# Reproducing Kernel Hilbert Spaces

Monday, October 18, 2021

## Logistics

• Midterm 1 99% graded - Grades announced after curving (don’t panic)
• Assignment 2 solution underway
• Drop date: check!
• More office hours

• Tuesday October 19, 2021 8am-9am on BlueJeans (https://bluejeans.com/205357142)
• Come prepared!
• Midterm 2: scheduled for Wednesday November 3, 2021

• Moved to Monday November 8, 2021 (gives you weekend to prepare)
• Coverage: everything since Midterm 1 (dont’ forget the fundamentals though), emphasis on regression

## What’s on the agenda for today?

• Last time: Representer theorem
• Some infinite dimensional regression problems have surprising solutions!
• We can compute the solution as (finite) linear combination of feature vectors
• (We have to wrap up the proof)
• Today:
• Reproducing Kernel Hilbert Spaces
• Justifies the kind of Hilbert spaces where regularized regression can be
• Reading: Romberg, lecture notes 10

## Least-Squares in infinite dimension Hilbert spaces

• In $\bbR^d$, the problem $\min_{\bftheta\in\bbR^d}\norm{\bfy-\bfX\bftheta}^2 + \lambda\norm{\bftheta}^2$ has a solution $\bftheta^* = \matX^\intercal\bfalpha\textsf{ with } \bfalpha =(\bfX\bfX^\intercal+\lambda\bfI)^{-1}\bfy$ $\matX\matX^\intercal\in\bbR^{n\times n}$ is dimension independent! We will be able to extend this to infinite dimensional Hilbert spaces!
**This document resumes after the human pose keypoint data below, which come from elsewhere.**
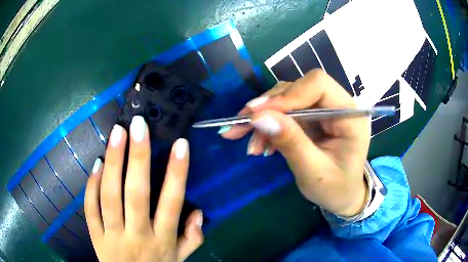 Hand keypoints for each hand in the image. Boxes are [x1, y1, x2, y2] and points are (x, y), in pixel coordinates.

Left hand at [85, 116, 203, 261]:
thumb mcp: (180, 259)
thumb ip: (192, 239)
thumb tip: (198, 213)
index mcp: (162, 241)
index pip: (171, 203)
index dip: (177, 173)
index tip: (180, 144)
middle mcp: (137, 235)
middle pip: (136, 194)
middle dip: (138, 157)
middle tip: (138, 125)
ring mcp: (112, 235)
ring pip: (110, 196)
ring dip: (113, 163)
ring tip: (117, 133)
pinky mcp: (95, 236)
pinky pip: (90, 209)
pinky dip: (92, 186)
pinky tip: (97, 164)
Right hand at [221, 69, 370, 216]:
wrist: (341, 196)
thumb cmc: (335, 189)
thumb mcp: (314, 172)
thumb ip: (291, 142)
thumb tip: (259, 117)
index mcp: (350, 116)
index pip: (318, 84)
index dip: (288, 95)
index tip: (258, 115)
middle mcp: (338, 105)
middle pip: (298, 88)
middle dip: (268, 107)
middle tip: (240, 127)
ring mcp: (324, 110)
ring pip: (287, 98)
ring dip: (264, 118)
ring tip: (252, 146)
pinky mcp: (312, 117)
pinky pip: (285, 112)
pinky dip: (269, 126)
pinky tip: (262, 145) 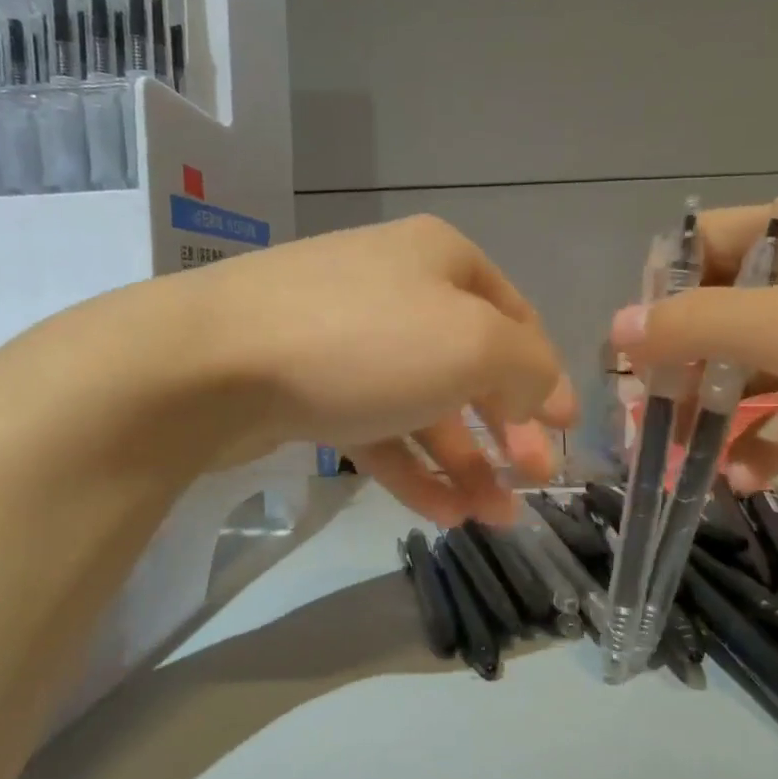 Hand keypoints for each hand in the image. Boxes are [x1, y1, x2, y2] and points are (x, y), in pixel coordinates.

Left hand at [165, 216, 575, 524]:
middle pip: (469, 366)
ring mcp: (347, 340)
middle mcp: (395, 290)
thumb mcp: (472, 344)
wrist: (212, 365)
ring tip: (492, 518)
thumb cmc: (363, 341)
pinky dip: (412, 469)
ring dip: (463, 463)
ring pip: (423, 406)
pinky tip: (442, 515)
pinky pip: (376, 429)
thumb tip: (544, 395)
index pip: (515, 317)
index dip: (545, 376)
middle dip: (506, 430)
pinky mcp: (309, 387)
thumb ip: (527, 368)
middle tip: (531, 484)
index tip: (565, 432)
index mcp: (440, 260)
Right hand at [609, 198, 777, 543]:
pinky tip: (741, 480)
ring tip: (679, 459)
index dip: (658, 291)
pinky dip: (758, 451)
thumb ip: (696, 324)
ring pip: (745, 379)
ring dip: (708, 419)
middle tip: (638, 417)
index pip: (704, 246)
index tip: (626, 349)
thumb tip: (615, 328)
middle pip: (716, 319)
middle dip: (675, 369) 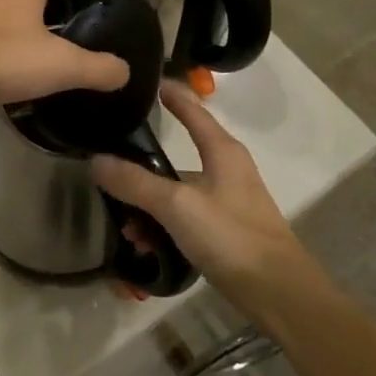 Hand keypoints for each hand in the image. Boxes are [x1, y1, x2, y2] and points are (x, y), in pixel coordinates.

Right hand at [92, 82, 306, 303]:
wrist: (279, 293)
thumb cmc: (231, 236)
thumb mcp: (177, 206)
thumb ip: (136, 183)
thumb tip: (96, 160)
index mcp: (222, 150)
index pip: (192, 110)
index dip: (171, 95)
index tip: (148, 82)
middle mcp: (227, 168)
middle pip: (177, 157)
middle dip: (142, 170)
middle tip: (110, 174)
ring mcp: (228, 200)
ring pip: (178, 192)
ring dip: (150, 207)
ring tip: (128, 229)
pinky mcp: (227, 230)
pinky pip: (186, 217)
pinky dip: (165, 226)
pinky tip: (147, 246) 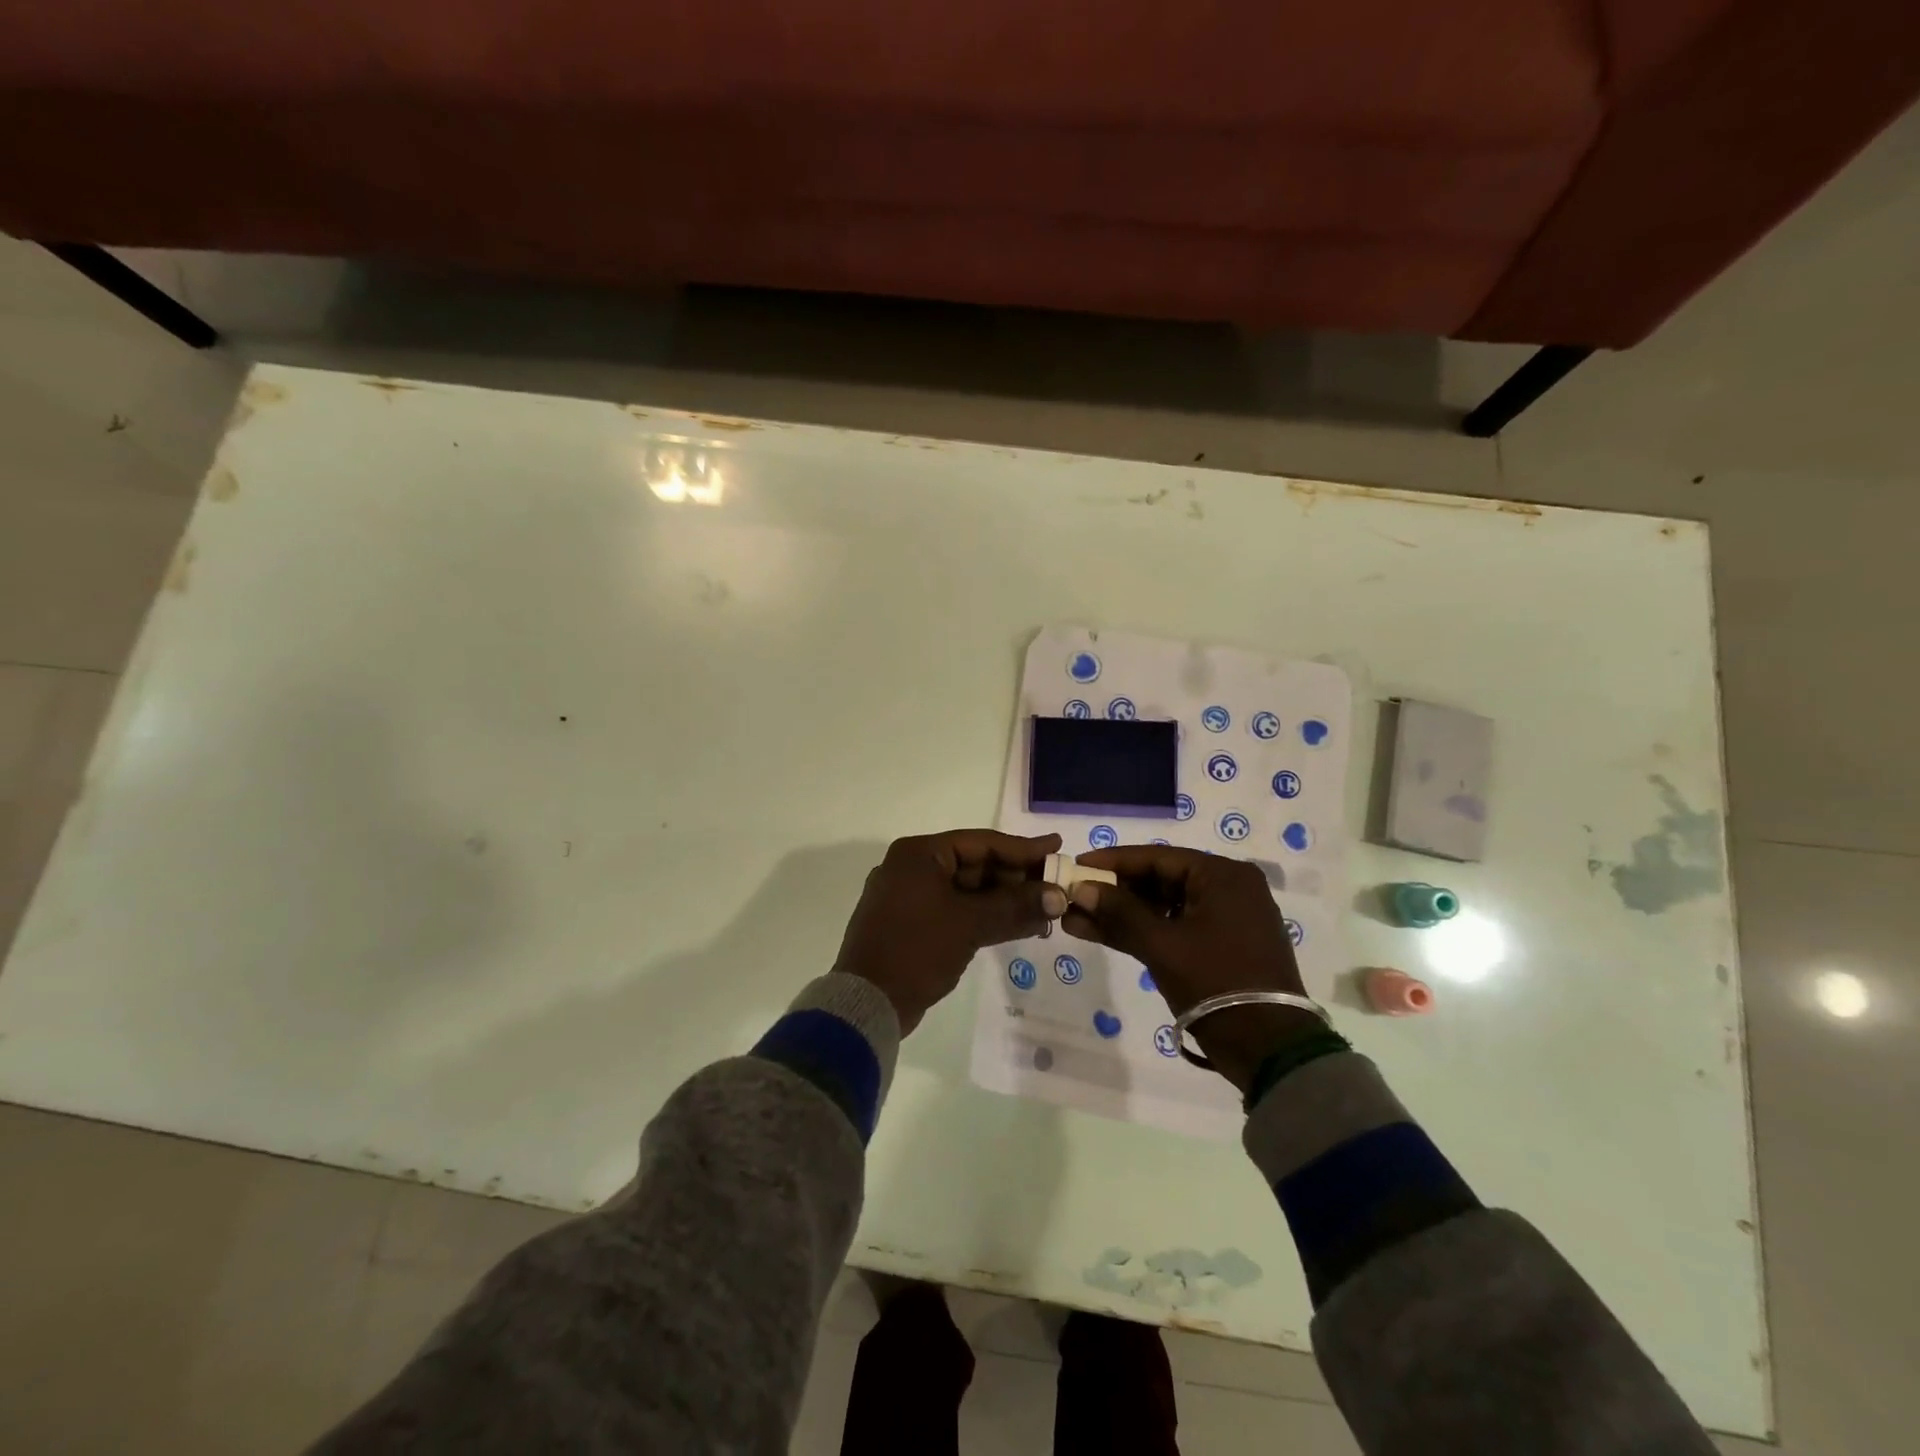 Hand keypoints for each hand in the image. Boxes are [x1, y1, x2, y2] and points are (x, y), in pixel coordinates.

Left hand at [834, 829, 1065, 1034]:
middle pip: (976, 865)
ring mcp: (911, 897)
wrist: (867, 1004)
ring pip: (968, 891)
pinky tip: (1020, 926)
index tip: (1057, 848)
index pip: (981, 842)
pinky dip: (986, 917)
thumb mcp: (969, 924)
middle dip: (1017, 879)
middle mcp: (912, 868)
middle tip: (1056, 886)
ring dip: (1006, 901)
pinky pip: (957, 911)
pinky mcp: (913, 925)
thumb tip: (1059, 896)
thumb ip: (1015, 906)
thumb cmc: (916, 949)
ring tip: (1047, 911)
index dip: (1023, 848)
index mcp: (919, 854)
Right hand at [1061, 845, 1321, 1090]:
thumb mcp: (1162, 944)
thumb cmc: (1216, 983)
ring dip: (1123, 914)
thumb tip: (1081, 889)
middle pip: (1160, 880)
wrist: (1269, 1049)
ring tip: (1077, 918)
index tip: (1077, 865)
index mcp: (1223, 875)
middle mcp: (1229, 888)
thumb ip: (1119, 912)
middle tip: (1074, 895)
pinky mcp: (1222, 947)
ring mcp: (1227, 919)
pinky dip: (1143, 932)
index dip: (1113, 861)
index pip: (1157, 857)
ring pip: (1164, 907)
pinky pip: (1175, 928)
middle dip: (1114, 891)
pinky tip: (1102, 934) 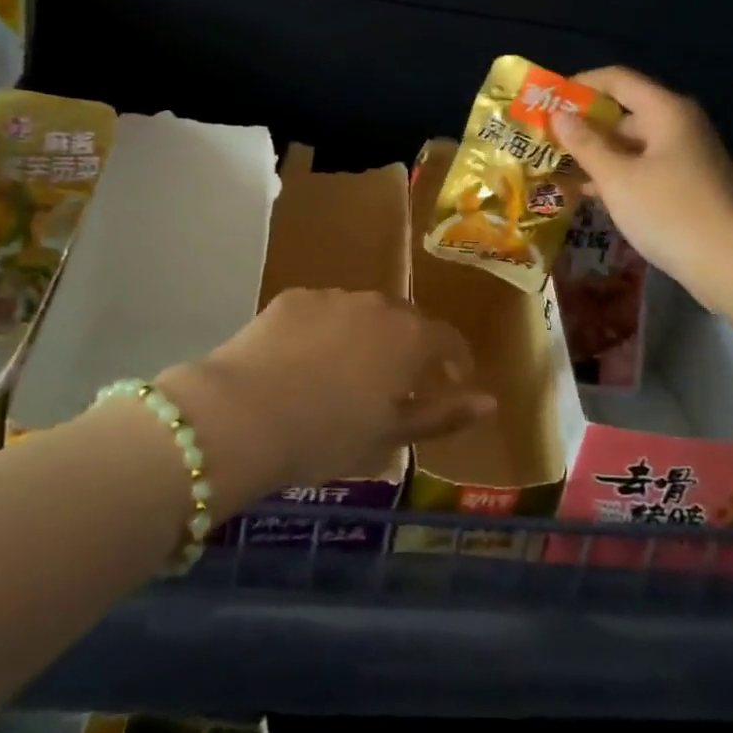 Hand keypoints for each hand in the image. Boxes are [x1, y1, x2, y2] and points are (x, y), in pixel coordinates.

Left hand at [159, 289, 493, 492]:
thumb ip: (444, 414)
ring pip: (361, 314)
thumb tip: (489, 401)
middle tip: (395, 385)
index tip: (450, 382)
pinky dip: (324, 332)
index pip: (447, 339)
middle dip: (407, 349)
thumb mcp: (391, 436)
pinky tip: (303, 362)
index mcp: (409, 336)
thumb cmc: (327, 435)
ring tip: (344, 375)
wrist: (242, 415)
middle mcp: (376, 304)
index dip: (454, 361)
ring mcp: (332, 296)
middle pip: (404, 321)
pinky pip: (322, 312)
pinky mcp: (292, 297)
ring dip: (364, 338)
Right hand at [550, 66, 732, 309]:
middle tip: (548, 140)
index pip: (617, 79)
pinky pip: (646, 167)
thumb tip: (559, 115)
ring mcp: (689, 156)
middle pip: (625, 112)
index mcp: (666, 111)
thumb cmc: (668, 212)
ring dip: (599, 153)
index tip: (548, 100)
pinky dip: (619, 174)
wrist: (731, 264)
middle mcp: (681, 125)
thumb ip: (585, 144)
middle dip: (585, 125)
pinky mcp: (690, 184)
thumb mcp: (617, 178)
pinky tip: (591, 194)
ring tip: (560, 168)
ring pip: (634, 144)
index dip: (581, 85) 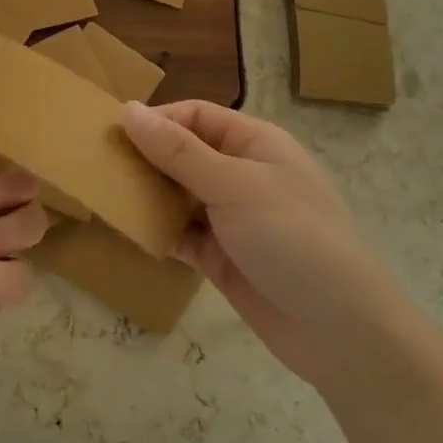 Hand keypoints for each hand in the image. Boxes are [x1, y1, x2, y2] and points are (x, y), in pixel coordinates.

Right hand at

• Let $\calF$ be a Hilbert space and let $f\in\calF$ be the function we are trying to estimate

• We will estimate $f\in\calF$ using noisy observations $\dotp{f}{x_i}$ with $\set{x_i}_{i=1}^n$ elements of $\calF$

• This is the equivalent of saying $\bfy = \bfA\bfx+\bfn$ in finite dimension

• $\min_{f\in\calF}\sum_{i=1}^n\abs{y_i-{\dotp{f}{x_i}}_{\calH}}^2+\lambda\norm[\calH]{f}$ has solution $f = \sum_{i=1}^n\alpha_i x_i\textsf{ with } \bfalpha = (\matK+\lambda\matI)^{-1}\vecy\qquad \matK=\mat{c}{\dotp{x_i}{x_j}}_{1\leq i,j\leq n}$

## The big picture

• For a Hilbert space $\calF$ and $n$ pairs $(x_i,y_i)\in\calF\times \bbR$, we know how to solve the following problem with linear algebra $\min_{f\in\calF}\sum_{i=1}^n\abs{y_i-{\dotp{f}{x_i}}_{\calF}}^2+\lambda\norm[\calF]{f}$

• We would really like to solve the following problem for $n$ pairs $(\bfx_i,y_i)\in\bbR^d\times\bbR$ $\min_{f\in\calF}\sum_{i=1}^n\abs{y_i-f(\bfx_i)}^2+\lambda\norm[\calF]{f}$

• The question whether $f(\bfx_i) = {\dotp{f}{x_i}}_{\calF}$ for some $x_i\in\calF$ function of $\bfx_i$

• Can this be done?
• We can choose what $\calF$ is!
• Reproducing Kernel Hilbert Spaces (RKHSs) are specific Hilbert spaces where this happens to be true

• Specifcally, this is a Hilbert space of functions in whih the sampling linear operation is a continuous linear functional
• As usual, we’re throwing definitions at out problem to make progress

## Linear functions on Hilbert spaces

• In what follows, $\calF$ is a Hilbert space with scalar field $\bbR$

• A functional $F:\calF\to\bbR$ associates real-valued number to an element of a Hilbert space $\calF$

• Notation can be tricky when the Hilbert space is a space of functions: $F$ can act on a function $f\in\calF$

• Examples

• A functional $F:\calF\to\bbR$ is continuous if $\forall \epsilon>0\exists\delta>0\textsf{ such that } \norm[\calF]{x-y}\leq \delta\Rightarrow \abs{F(x)-F(y)}\leq\epsilon.$

• All norms are continuous functionals $F:\calF\to\bbR:x\mapsto\dotp{x}{c}$ for some $c\in\calF$ is continuous
• A functional $F$ is linear if $\forall a,b\in\bbR$ $\forall x,y\in\calF$ $F(ax+by) = aF(x)+bF(y)$.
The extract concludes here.